PROSEGUE LA RIFORMA DEI “MEDIA” VATICANI: RADIO E CTV VERSO L’ACCORPAMENTO

Giacomo Ghisani è stato nominato ad interim dal 1° marzo prossimo legale rappresentante e responsabile della direzione amministrativa di Radio vaticana. Lo ha reso noto un comunicato della Segreteria per la comunicazione, nel quale si specifica che la nomina è stata fatta dal prefetto monsignor Dario Edoardo Viganò, «acquisita l’ indicazione della Segreteria di Stato».
Nel contesto dell’attuale ristrutturazione dei media vaticani, Ghisani che è vicedirettore generale della Segreteria per la comunicazione è chiamato a curare l’ordinaria amministrazione della Radio vaticana, dopo la conclusione, il prossimo 29 febbraio, del servizio del direttore generale, il gesuita Federico Lombardi, e del direttore amministrativo Alberto Gasbarri.
Le realtà interessate al processo di unificazione, che procede dunque con determinazione e senza strappi, sono il Pontificio Consiglio delle comunicazioni sociali, la Sala stampa della Santa Sede, il Servizio internet vaticano, la Radio vaticana, il Centro televisivo vaticano, L’ Osservatore Romano, la Tipografia vaticana, il Servizio fotografico del giornale e la Libreria editrice Vaticana.

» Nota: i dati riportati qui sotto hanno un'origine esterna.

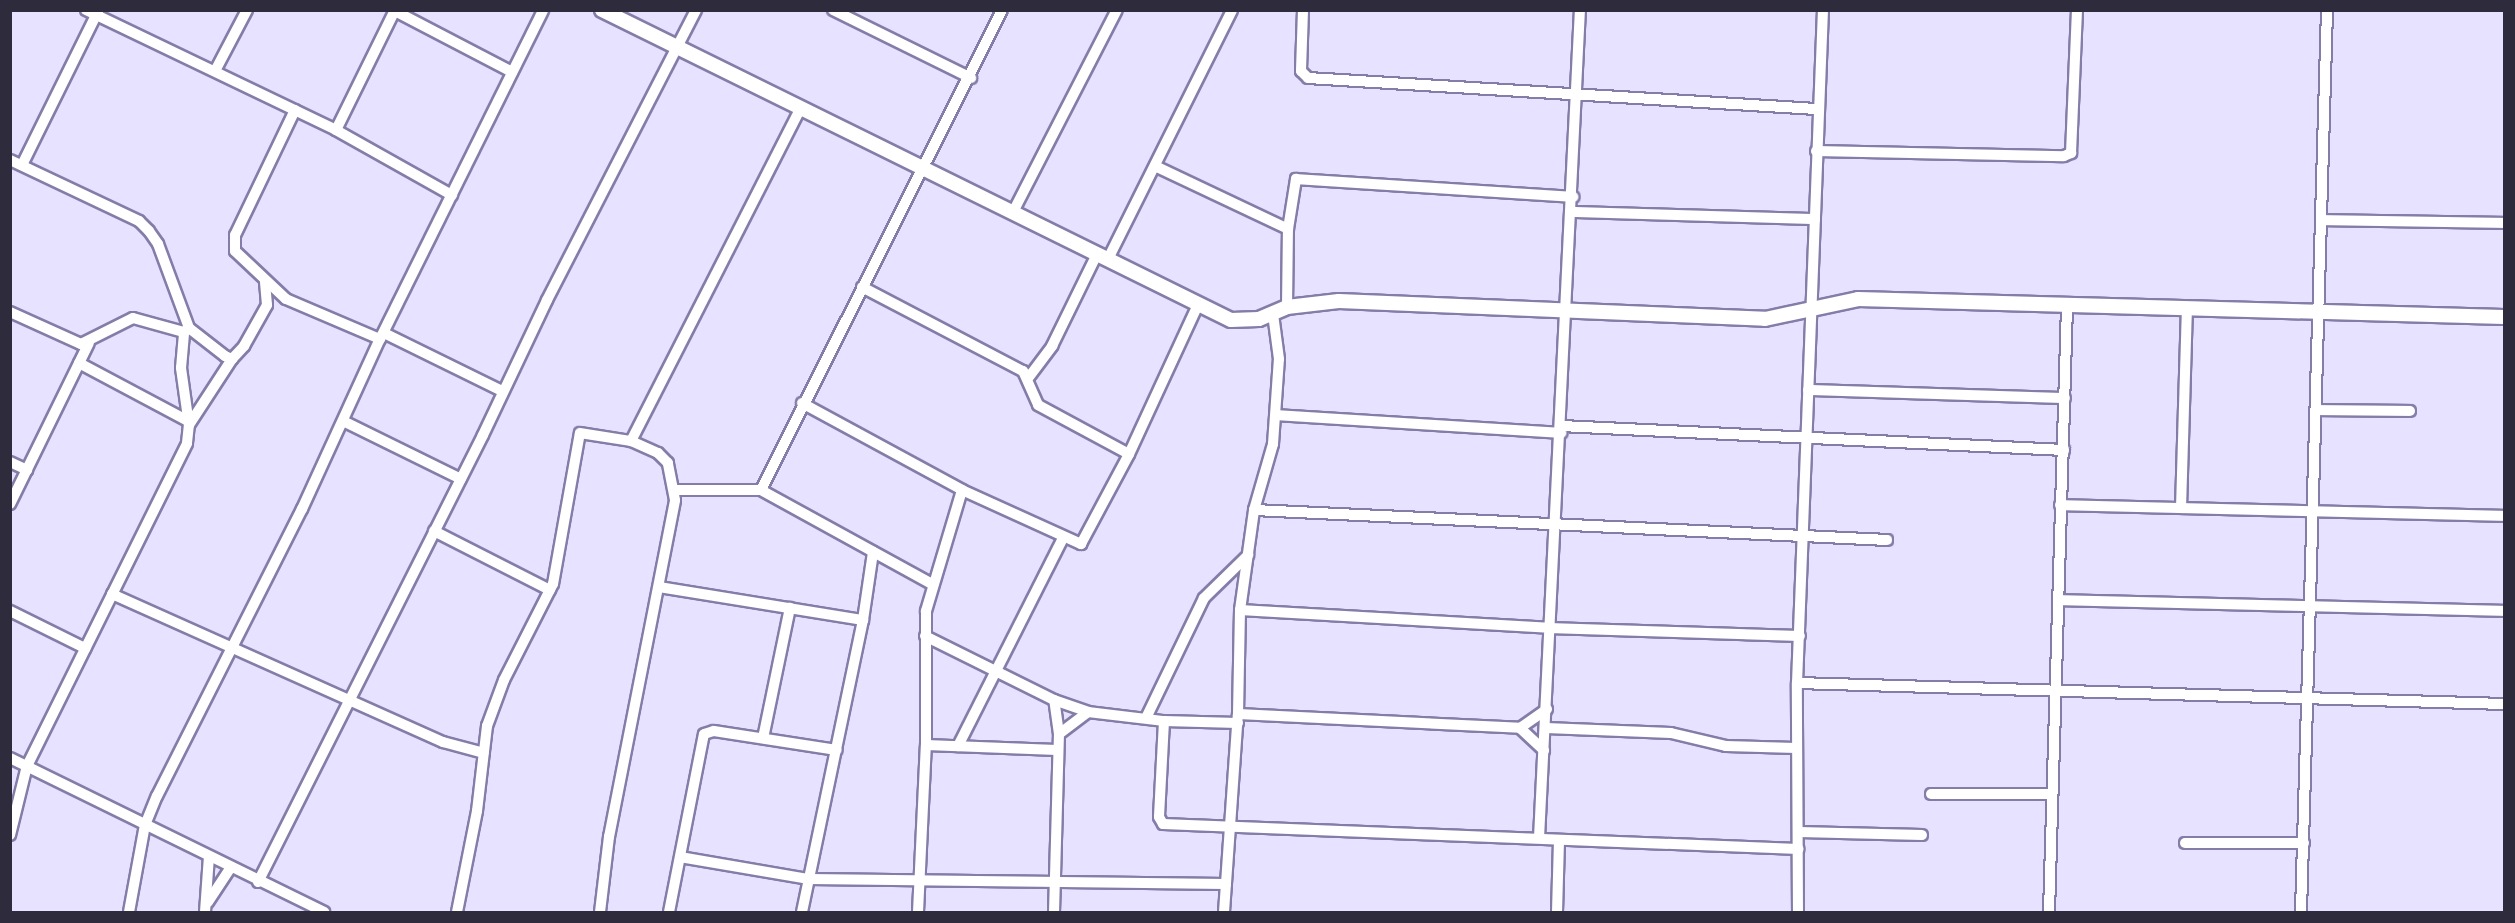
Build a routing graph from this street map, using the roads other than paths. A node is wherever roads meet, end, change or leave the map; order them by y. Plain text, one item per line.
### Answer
1 (247, 10) edge
2 (543, 10) edge
3 (602, 10) edge
4 (696, 10) edge
5 (833, 10) edge
6 (1002, 10) edge
7 (1117, 10) edge
8 (1232, 10) edge
9 (1303, 10) edge
10 (1580, 10) edge
11 (1823, 10) edge
12 (2077, 10) edge
13 (2327, 10) edge
14 (395, 11) edge
15 (93, 12) edge
16 (676, 47) junction
17 (215, 71) junction
18 (512, 72) junction
19 (971, 78) junction
20 (1577, 94) junction
21 (800, 109) junction
22 (1817, 109) junction
23 (295, 110) junction
24 (336, 130) junction
25 (1816, 151) junction
26 (10, 160) edge
27 (22, 165) junction
28 (1155, 166) junction
29 (923, 169) junction
30 (452, 195) junction
31 (1573, 197) junction
32 (1013, 212) junction
33 (1572, 212) junction
34 (1815, 219) junction
35 (2321, 220) junction
36 (2505, 223) edge
37 (1288, 229) junction
38 (1103, 256) junction
39 (265, 282) junction
40 (862, 287) junction
41 (285, 299) junction
42 (2067, 304) junction
43 (267, 305) junction
44 (1198, 305) junction
45 (1287, 307) junction
46 (2187, 307) junction
47 (1812, 310) junction
48 (1566, 311) junction
49 (2318, 311) junction
50 (10, 312) edge
51 (1273, 314) junction
52 (2505, 317) edge
53 (170, 329) junction
54 (187, 330) junction
55 (382, 336) junction
56 (89, 343) junction
57 (182, 349) junction
58 (232, 359) junction
59 (79, 363) junction
60 (1029, 377) junction
61 (1808, 390) junction
62 (502, 391) junction
63 (2065, 398) junction
64 (802, 403) junction
65 (2316, 410) junction
66 (2410, 411) dead end
67 (1276, 414) junction
68 (343, 421) junction
69 (189, 423) junction
70 (1561, 429) junction
71 (1808, 437) junction
72 (631, 441) junction
73 (2064, 450) junction
74 (1129, 454) junction
75 (10, 462) edge
76 (27, 470) junction
77 (460, 479) junction
78 (676, 489) junction
79 (761, 489) junction
80 (962, 490) junction
81 (10, 504) edge
82 (2061, 505) junction
83 (2181, 508) junction
84 (1254, 510) junction
85 (2313, 513) junction
86 (2505, 516) edge
87 (1554, 526) junction
88 (434, 531) junction
89 (1804, 535) junction
90 (1063, 538) junction
91 (1887, 540) dead end
92 (873, 552) junction
93 (1248, 555) junction
94 (932, 584) junction
95 (659, 587) junction
96 (550, 591) junction
97 (112, 594) junction
98 (2059, 600) junction
99 (2309, 604) junction
100 (790, 608) junction
101 (1240, 610) junction
102 (10, 611) edge
103 (2505, 611) edge
104 (863, 620) junction
105 (1548, 628) junction
106 (925, 636) junction
107 (1800, 636) junction
108 (85, 648) junction
109 (232, 650) junction
110 (998, 670) junction
111 (1797, 683) junction
112 (2054, 690) junction
113 (2307, 697) junction
114 (1054, 700) junction
115 (349, 701) junction
116 (2505, 704) edge
117 (1547, 709) junction
118 (1088, 712) junction
119 (1146, 718) junction
120 (1238, 719) junction
121 (1164, 721) junction
122 (1520, 728) junction
123 (1546, 728) junction
124 (1059, 734) junction
125 (763, 738) junction
126 (926, 745) junction
127 (958, 746) junction
128 (1796, 748) junction
129 (837, 750) junction
130 (1057, 750) junction
131 (1544, 750) junction
132 (484, 753) junction
133 (10, 758) edge
134 (27, 766) junction
135 (1931, 794) dead end
136 (2052, 794) junction
137 (145, 825) junction
138 (1229, 827) junction
139 (1799, 832) junction
140 (10, 835) edge
141 (1922, 835) dead end
142 (1539, 838) junction
143 (1559, 840) junction
144 (2185, 843) dead end
145 (2304, 843) junction
146 (1799, 849) junction
147 (209, 856) junction
148 (680, 857) junction
149 (231, 867) junction
150 (808, 879) junction
151 (918, 879) junction
152 (1055, 881) junction
153 (258, 882) junction
154 (1226, 884) junction
155 (206, 908) edge
156 (129, 912) edge
157 (324, 912) edge
158 (457, 912) edge
159 (600, 912) edge
160 (669, 912) edge
161 (802, 912) edge
162 (918, 912) edge
163 (1054, 912) edge
164 (1224, 912) edge
165 (1557, 912) edge
166 (1798, 912) edge
167 (2049, 912) edge
168 (2301, 912) edge

1 - 17 street
2 - 18 street
3 - 16 street
4 - 16 street
5 - 19 street
6 - 19 street
7 - 32 street
8 - 28 street
9 - 20 street
10 - 20 street
11 - 22 street
12 - 25 street
13 - 35 street
14 - 18 street
14 - 24 street
15 - 17 street
15 - 27 street
16 - 21 street
16 - 62 street
17 - 23 street
18 - 30 street
19 - 29 street
20 - 22 street
20 - 31 street
21 - 29 street
21 - 72 street
22 - 25 street
23 - 24 street
23 - 39 street
24 - 30 street
25 - 34 street
26 - 27 street
27 - 54 street
28 - 37 street
28 - 38 street
29 - 32 street
29 - 40 street
30 - 55 street
31 - 33 street
31 - 37 street
32 - 38 street
33 - 34 street
33 - 48 street
34 - 47 street
35 - 36 street
35 - 49 street
37 - 45 street
38 - 44 street
38 - 60 street
39 - 41 street
39 - 43 street
40 - 60 street
40 - 64 street
41 - 43 street
41 - 55 street
42 - 46 street
42 - 47 street
42 - 63 street
43 - 58 street
44 - 51 street
44 - 74 street
45 - 48 street
45 - 51 street
46 - 49 street
46 - 83 street
47 - 48 street
47 - 61 street
48 - 70 street
49 - 52 street
49 - 65 street
50 - 56 street
51 - 67 street
53 - 54 street
53 - 56 street
53 - 57 street
54 - 57 street
54 - 58 street
55 - 62 street
55 - 68 street
56 - 59 street
57 - 69 street
58 - 69 street
59 - 69 street
59 - 76 street
60 - 74 street
61 - 63 street
61 - 71 street
62 - 77 street
63 - 73 street
64 - 79 street
64 - 80 street
65 - 66 street
65 - 85 street
67 - 70 street
67 - 84 street
68 - 77 street
68 - 109 street
69 - 97 street
70 - 71 street
70 - 87 street
71 - 73 street
71 - 89 street
72 - 78 street
72 - 96 street
73 - 82 street
74 - 90 street
75 - 76 street
76 - 81 street
77 - 88 street
78 - 79 street
78 - 95 street
79 - 92 street
80 - 90 street
80 - 94 street
82 - 83 street
82 - 98 street
83 - 85 street
84 - 87 street
84 - 93 street
85 - 86 street
85 - 99 street
87 - 89 street
87 - 105 street
88 - 96 street
88 - 115 street
89 - 91 street
89 - 107 street
90 - 110 street
92 - 94 street
92 - 104 street
93 - 101 street
93 - 119 street
94 - 106 street
95 - 100 street
95 - 159 street
96 - 132 street
97 - 108 street
97 - 109 street
98 - 99 street
98 - 112 street
99 - 103 street
99 - 113 street
100 - 104 street
100 - 125 street
101 - 105 street
101 - 120 street
102 - 108 street
104 - 129 street
105 - 107 street
105 - 117 street
106 - 110 street
106 - 126 street
107 - 111 street
108 - 134 street
109 - 115 street
109 - 137 street
110 - 114 street
110 - 127 street
111 - 112 street
111 - 128 street
112 - 113 street
112 - 136 street
113 - 116 street
113 - 145 street
114 - 118 street
114 - 124 street
115 - 132 street
115 - 153 street
117 - 122 street
117 - 123 street
118 - 119 street
118 - 124 street
119 - 121 street
120 - 121 street
120 - 122 street
120 - 138 street
121 - 138 street
122 - 131 street
123 - 128 street
123 - 131 street
124 - 130 street
125 - 129 street
125 - 148 street
126 - 127 street
126 - 151 street
127 - 130 street
128 - 139 street
129 - 150 street
130 - 152 street
131 - 142 street
132 - 158 street
133 - 134 street
134 - 137 street
134 - 140 street
135 - 136 street
136 - 167 street
137 - 147 street
137 - 156 street
138 - 142 street
138 - 154 street
139 - 141 street
139 - 146 street
142 - 143 street
143 - 146 street
143 - 165 street
144 - 145 street
145 - 168 street
146 - 166 street
147 - 149 street
147 - 155 street
148 - 150 street
148 - 160 street
149 - 153 street
149 - 155 street
150 - 151 street
150 - 161 street
151 - 152 street
151 - 162 street
152 - 154 street
152 - 163 street
153 - 157 street
154 - 164 street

Al Consiglio di cardinali è stato presentato il 9 giugno 2015 un calendario che indicava la gradualità del processo di unificazione delle realtà esistenti per le quali, comunque, è stato precisato che «dalla data di pubblicazione del presente motuproprio, dovranno proseguire nelle attività proprie, attenendosi, però, alle indicazioni date dalla Segreteria per la comunicazione».
Il processo si è quindi avviato e dal 1° gennaio scorso il Pontificio Consiglio delle comunicazioni sociali e la Sala stampa sono realtà già accorpate, sia dal punto di vista amministrativo sia del management.

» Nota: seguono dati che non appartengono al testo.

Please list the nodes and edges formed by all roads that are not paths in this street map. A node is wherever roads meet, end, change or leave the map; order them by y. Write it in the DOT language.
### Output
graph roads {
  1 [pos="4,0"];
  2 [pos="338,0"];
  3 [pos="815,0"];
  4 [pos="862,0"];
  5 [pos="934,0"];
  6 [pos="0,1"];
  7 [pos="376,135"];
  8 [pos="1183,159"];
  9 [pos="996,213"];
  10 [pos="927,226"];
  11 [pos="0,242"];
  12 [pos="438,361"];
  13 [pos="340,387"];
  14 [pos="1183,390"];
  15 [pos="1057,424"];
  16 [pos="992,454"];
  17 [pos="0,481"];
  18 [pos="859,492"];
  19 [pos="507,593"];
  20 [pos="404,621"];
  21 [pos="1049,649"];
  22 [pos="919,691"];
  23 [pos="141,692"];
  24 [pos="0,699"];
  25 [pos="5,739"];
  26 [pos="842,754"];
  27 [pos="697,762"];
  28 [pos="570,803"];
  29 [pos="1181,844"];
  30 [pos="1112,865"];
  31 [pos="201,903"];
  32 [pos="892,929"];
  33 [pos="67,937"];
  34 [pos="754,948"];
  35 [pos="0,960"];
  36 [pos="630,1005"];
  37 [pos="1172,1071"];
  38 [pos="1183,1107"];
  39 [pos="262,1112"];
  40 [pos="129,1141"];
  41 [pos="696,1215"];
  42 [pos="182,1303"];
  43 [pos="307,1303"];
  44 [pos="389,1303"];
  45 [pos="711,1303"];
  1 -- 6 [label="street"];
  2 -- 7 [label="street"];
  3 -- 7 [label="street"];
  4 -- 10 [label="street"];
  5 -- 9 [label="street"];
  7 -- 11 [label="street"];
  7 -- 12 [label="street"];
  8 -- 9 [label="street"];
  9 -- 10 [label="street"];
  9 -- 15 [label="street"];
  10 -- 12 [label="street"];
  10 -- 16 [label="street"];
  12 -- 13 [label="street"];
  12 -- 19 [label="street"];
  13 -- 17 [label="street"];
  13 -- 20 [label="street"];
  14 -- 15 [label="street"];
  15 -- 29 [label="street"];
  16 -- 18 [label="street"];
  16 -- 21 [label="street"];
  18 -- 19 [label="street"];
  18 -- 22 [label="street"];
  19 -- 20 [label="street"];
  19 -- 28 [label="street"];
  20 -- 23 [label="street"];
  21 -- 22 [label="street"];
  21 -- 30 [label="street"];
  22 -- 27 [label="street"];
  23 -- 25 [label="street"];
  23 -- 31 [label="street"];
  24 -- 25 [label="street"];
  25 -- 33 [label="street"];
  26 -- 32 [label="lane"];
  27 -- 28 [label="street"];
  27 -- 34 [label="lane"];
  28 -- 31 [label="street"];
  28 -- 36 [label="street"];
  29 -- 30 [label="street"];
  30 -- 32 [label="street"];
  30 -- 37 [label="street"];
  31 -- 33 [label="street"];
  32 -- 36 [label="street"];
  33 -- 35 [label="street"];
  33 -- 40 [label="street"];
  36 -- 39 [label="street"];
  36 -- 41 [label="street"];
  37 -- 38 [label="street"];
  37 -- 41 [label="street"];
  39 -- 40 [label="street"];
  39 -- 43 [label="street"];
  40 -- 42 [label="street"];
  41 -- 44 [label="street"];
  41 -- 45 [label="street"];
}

Mentre «nulla viene modificato circa la competenza della Segreteria di Stato per quanto attiene alla comunicazione istituzionale».
Ora in questo 2016, secondo il calendario presentato e approvato, è in corso il lavoro complesso ma certamente positivo di accorpamento di Radio vaticana e del Centro televisivo vaticano, unificazione in parte già avviata nella pratica per alcuni servizi ad esempio il Servizio cerimonie, per la produzione e la distribuzione dell’ audio e del video delle cerimonie papali e di altri importanti avvenimenti vaticani e per il migliore impiego di alcune risorse umane.
Ed è in questo quadro che si comprende il motivo per cui, all’ uscita, alla fine del mese di febbraio, per ragioni pensionistiche e di scadenza dei rispettivi mandati quinquennali, di due figure dirigenziali (il direttore generale Lombardi e il direttore amministrativo Gasbarri) non si proceda alla loro sostituzione con analoghe figure dirigenziali, ma alla nomina di un legale rappresentante e di un responsabile dell’ ufficio amministrativo, nell’ unica figura di Ghisani, «ottimo conoscitore della realtà dell’ emittente per avervi lavorato molti anni come responsabile dell’ ufficio legale e relazioni internazionali».
Il processo di ristrutturazione si accompagna a quello della formulazione di nuovi statuti non solo del dicastero, ma anche del previsto ente collegato che garantirà la rappresentanza legale sia nelle sedi istituzionali che in quelle europee ed internazionali. Oltre ai nuovi statuti si provvederà anche alla riformulazione delle tabelle organiche della nuova realtà unificata.